Roommates: Can’t live with ’em can’t live without ’em

By Jenna Nash
November 12, 2004

Jenna Nash

One of the first things that students going away to college think about is living in a dorm room with a roommate…or two. They wonder if they will get along or if they will become friends. The last thing that anyone wants is the “roommate-from-hell.” For lots of people, the ideal roommate situation would be like the characters on “Friends,” lasting and life-long friendships. But eventually, camaraderie must end. Like Joey from “Friends” said, “What are you getting so bent out of shape for? It’s not like we agreed to live together forever. We’re not Bert and Ernie!”

Friendships have truly been formed if people who became close during freshman year choose to live together senior year. Sarah Madden, a senior marketing major, is currently living in a 6-person apartment with girls she has known since she first came to Cabrini. “We all lived in Xavier freshman year, so we’re all original Xavier girls,” Madden said.

Living with so many girls can lead to problems and arguments. “We’re all so tight that we’ll express the problems to each other and just move on,” Madden said. The girls have known each other so long that they “know how to handle each other.”

Not every roommate situation is easy. Cathryn Amoroso, no relation to Dan Amoroso, was supposed to live with two of her friends from last year, but one didn’t return to Cabrini and the other is currently living off campus.

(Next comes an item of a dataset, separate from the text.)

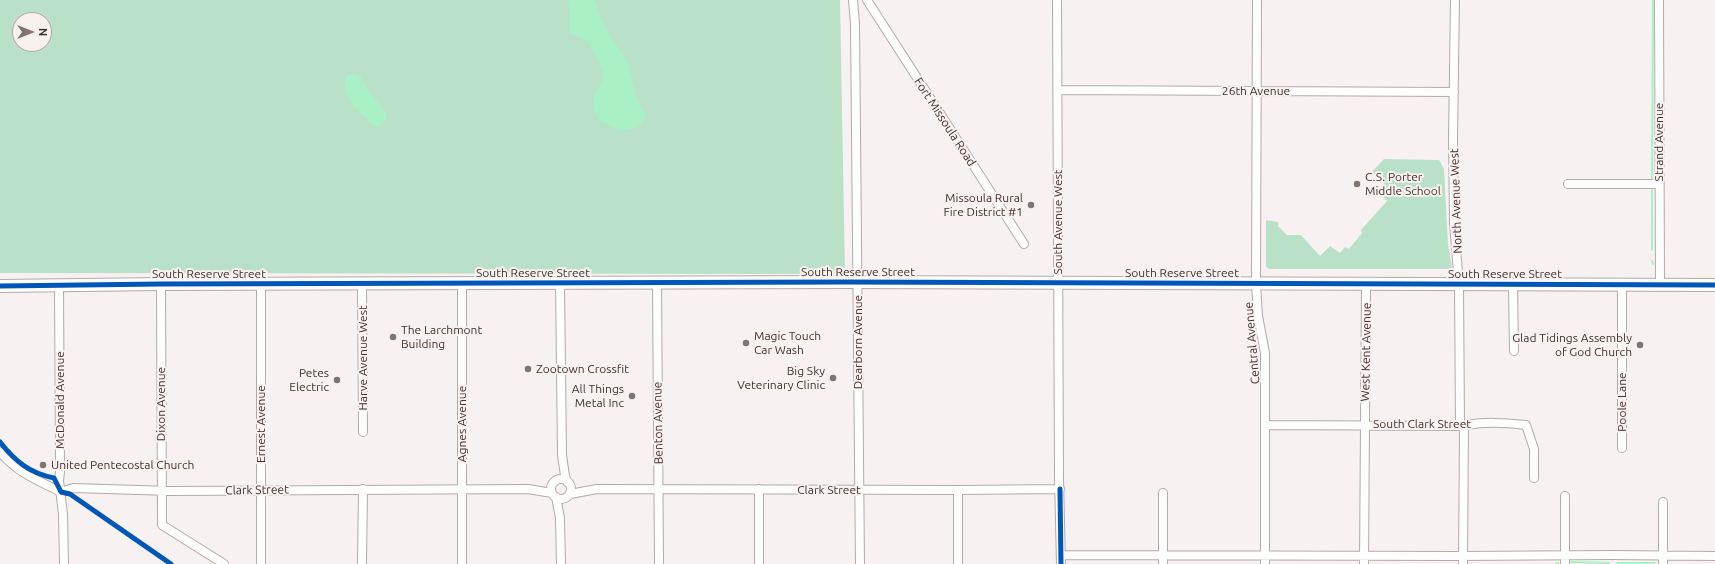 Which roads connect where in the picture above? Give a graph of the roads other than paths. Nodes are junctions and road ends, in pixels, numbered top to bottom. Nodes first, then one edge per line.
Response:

A transfer student took their place a week into the current school year.

“She’s really messy, that’s not even the right word for it. We got written up because a pile of her clothes was blocking the door,” Amoroso, a sophomore accounting major, said. “We’re never in here at the same time. We don’t talk unless we have to.”

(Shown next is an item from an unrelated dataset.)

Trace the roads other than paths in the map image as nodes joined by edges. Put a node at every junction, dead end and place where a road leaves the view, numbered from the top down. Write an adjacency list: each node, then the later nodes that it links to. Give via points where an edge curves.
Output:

One night, Amoroso returned home from work after midnight to find her room packed with people who disrespected Amoroso even though it was her own room. It’s the only verbal fight the two roommates have gotten into.

“We’re just completely different people,” she said, echoing the thoughts of many college students across the country.

Living in the New Residence Hall is a duo of sophomore boys who have just welcomed a third roommate. The room is clean and being strung with white Christmas lights as Ian Lightcap, an English/communication major, finishes moving in.

“Our previous roommate had to leave,” Jim Diverio, a graphics design major, said. “He was a nice kid. But the way things were going, it wasn’t working out. Now it is.”

The atmosphere in the room is upbeat. It’s clear that the roommates get along. They have been friends since the beginning of the year. “We all go to each other’s houses,” Dan Amoroso, an English and communication major, said.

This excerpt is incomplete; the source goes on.